» Data extract

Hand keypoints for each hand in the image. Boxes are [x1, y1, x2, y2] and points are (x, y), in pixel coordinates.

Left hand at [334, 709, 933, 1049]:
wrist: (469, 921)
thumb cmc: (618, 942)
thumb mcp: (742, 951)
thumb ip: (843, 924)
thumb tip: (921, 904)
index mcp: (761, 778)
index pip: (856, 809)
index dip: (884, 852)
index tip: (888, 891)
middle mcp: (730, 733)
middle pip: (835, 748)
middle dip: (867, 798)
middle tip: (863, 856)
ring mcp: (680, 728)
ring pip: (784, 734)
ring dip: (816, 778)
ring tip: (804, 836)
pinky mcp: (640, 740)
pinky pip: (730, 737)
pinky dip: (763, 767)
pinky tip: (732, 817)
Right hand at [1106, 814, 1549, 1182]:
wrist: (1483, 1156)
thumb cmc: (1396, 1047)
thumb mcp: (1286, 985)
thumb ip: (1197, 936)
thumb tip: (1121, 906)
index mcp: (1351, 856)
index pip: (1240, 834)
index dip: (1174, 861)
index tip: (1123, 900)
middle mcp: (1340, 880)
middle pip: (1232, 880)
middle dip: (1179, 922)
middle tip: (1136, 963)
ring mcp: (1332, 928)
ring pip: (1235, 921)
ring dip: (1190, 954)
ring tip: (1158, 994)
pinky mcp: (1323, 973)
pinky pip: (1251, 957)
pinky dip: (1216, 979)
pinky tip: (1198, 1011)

* * *

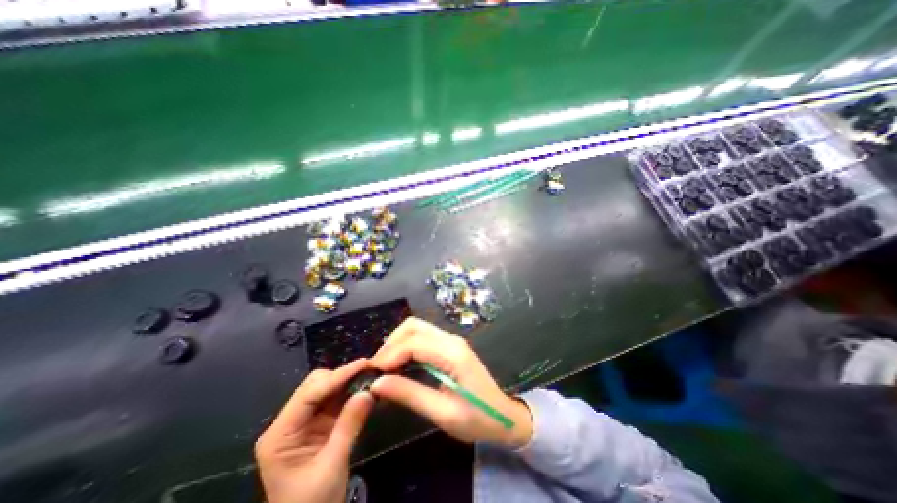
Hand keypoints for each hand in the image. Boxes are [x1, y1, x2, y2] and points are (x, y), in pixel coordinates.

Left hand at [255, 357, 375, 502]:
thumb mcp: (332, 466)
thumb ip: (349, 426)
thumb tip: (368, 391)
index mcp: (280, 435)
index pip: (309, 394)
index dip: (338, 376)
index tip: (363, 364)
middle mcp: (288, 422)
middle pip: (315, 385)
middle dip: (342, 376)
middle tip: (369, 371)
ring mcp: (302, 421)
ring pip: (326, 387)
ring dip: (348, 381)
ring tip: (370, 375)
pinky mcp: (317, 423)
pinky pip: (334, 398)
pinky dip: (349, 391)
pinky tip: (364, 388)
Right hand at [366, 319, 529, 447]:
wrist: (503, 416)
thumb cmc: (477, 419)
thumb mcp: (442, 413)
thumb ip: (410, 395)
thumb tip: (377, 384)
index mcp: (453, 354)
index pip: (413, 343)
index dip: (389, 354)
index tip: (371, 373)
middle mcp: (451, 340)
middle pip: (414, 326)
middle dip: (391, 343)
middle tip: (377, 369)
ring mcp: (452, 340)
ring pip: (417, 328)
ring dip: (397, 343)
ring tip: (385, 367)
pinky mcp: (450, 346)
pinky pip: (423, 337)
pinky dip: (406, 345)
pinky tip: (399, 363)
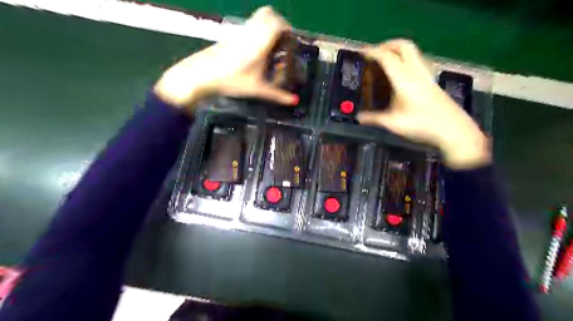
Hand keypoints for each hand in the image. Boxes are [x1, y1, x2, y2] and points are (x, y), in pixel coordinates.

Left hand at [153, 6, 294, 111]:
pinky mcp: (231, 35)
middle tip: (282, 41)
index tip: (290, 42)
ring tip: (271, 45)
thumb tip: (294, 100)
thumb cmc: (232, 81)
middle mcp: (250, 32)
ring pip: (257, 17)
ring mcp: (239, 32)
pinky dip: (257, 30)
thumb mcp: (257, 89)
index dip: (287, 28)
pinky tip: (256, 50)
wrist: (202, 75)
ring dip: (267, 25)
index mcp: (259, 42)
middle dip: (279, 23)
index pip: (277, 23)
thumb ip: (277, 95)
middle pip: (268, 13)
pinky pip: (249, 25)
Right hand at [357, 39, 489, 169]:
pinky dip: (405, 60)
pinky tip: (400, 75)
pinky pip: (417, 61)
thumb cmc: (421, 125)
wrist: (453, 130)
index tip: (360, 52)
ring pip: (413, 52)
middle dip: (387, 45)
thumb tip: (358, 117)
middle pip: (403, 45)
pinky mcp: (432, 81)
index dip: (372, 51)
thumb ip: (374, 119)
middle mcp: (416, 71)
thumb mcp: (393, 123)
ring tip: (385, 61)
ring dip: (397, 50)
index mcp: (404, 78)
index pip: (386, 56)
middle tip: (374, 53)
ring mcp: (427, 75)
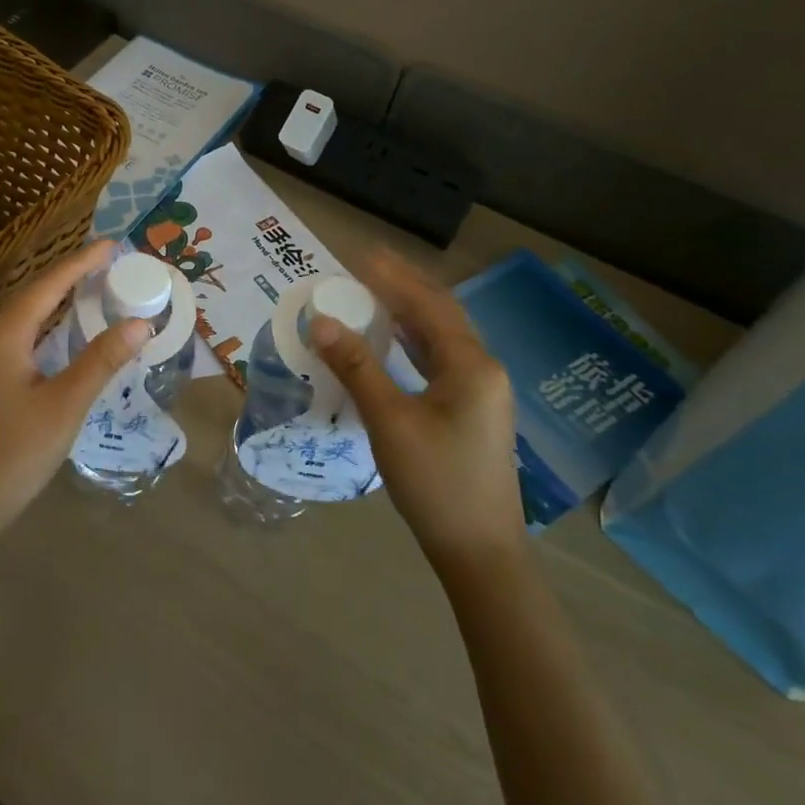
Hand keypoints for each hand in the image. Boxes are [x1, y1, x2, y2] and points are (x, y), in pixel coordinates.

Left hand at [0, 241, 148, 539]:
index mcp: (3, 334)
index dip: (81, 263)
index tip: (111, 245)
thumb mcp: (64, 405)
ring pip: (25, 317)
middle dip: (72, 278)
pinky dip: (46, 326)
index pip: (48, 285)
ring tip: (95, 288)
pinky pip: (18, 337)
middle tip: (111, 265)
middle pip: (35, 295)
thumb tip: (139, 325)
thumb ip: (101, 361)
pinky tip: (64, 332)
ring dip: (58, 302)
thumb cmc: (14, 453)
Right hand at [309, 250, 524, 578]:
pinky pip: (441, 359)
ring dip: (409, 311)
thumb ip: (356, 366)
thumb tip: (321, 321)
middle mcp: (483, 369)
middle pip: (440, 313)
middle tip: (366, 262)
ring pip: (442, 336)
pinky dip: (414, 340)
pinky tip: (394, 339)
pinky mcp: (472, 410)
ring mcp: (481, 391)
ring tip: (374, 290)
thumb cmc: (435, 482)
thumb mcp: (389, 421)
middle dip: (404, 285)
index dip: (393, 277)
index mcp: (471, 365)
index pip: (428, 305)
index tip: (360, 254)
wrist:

==

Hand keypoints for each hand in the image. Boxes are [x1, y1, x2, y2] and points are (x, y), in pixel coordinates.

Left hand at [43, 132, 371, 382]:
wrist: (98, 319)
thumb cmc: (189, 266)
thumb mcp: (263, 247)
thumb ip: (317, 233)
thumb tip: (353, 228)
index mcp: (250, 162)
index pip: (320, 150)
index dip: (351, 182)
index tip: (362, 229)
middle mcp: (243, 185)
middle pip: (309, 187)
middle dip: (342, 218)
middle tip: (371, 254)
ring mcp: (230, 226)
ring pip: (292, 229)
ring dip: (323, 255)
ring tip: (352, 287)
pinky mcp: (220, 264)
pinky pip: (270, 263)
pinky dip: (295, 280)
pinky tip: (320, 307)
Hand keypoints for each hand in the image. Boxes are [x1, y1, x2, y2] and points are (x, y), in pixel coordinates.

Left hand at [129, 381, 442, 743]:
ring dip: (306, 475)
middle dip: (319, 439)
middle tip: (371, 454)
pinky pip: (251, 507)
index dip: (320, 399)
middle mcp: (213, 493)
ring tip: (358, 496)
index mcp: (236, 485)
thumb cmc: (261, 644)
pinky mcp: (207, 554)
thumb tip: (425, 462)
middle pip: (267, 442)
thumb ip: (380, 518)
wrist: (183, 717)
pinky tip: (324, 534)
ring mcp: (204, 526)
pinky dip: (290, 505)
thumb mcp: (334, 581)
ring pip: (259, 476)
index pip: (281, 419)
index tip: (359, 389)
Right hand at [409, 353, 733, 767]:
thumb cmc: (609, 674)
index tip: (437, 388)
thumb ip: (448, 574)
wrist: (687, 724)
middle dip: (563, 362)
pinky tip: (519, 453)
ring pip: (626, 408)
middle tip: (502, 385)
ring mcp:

» How to complete this task
Find every line in the records that uses the string "Left", then copy it.

» Solution
Left hand at [334, 709, 933, 1049]:
Left hand at [255, 357, 375, 502]:
Left hand at [153, 6, 294, 111]:
Left hand at [0, 241, 148, 539]:
Left hand at [43, 132, 371, 382]:
Left hand at [129, 381, 442, 743]:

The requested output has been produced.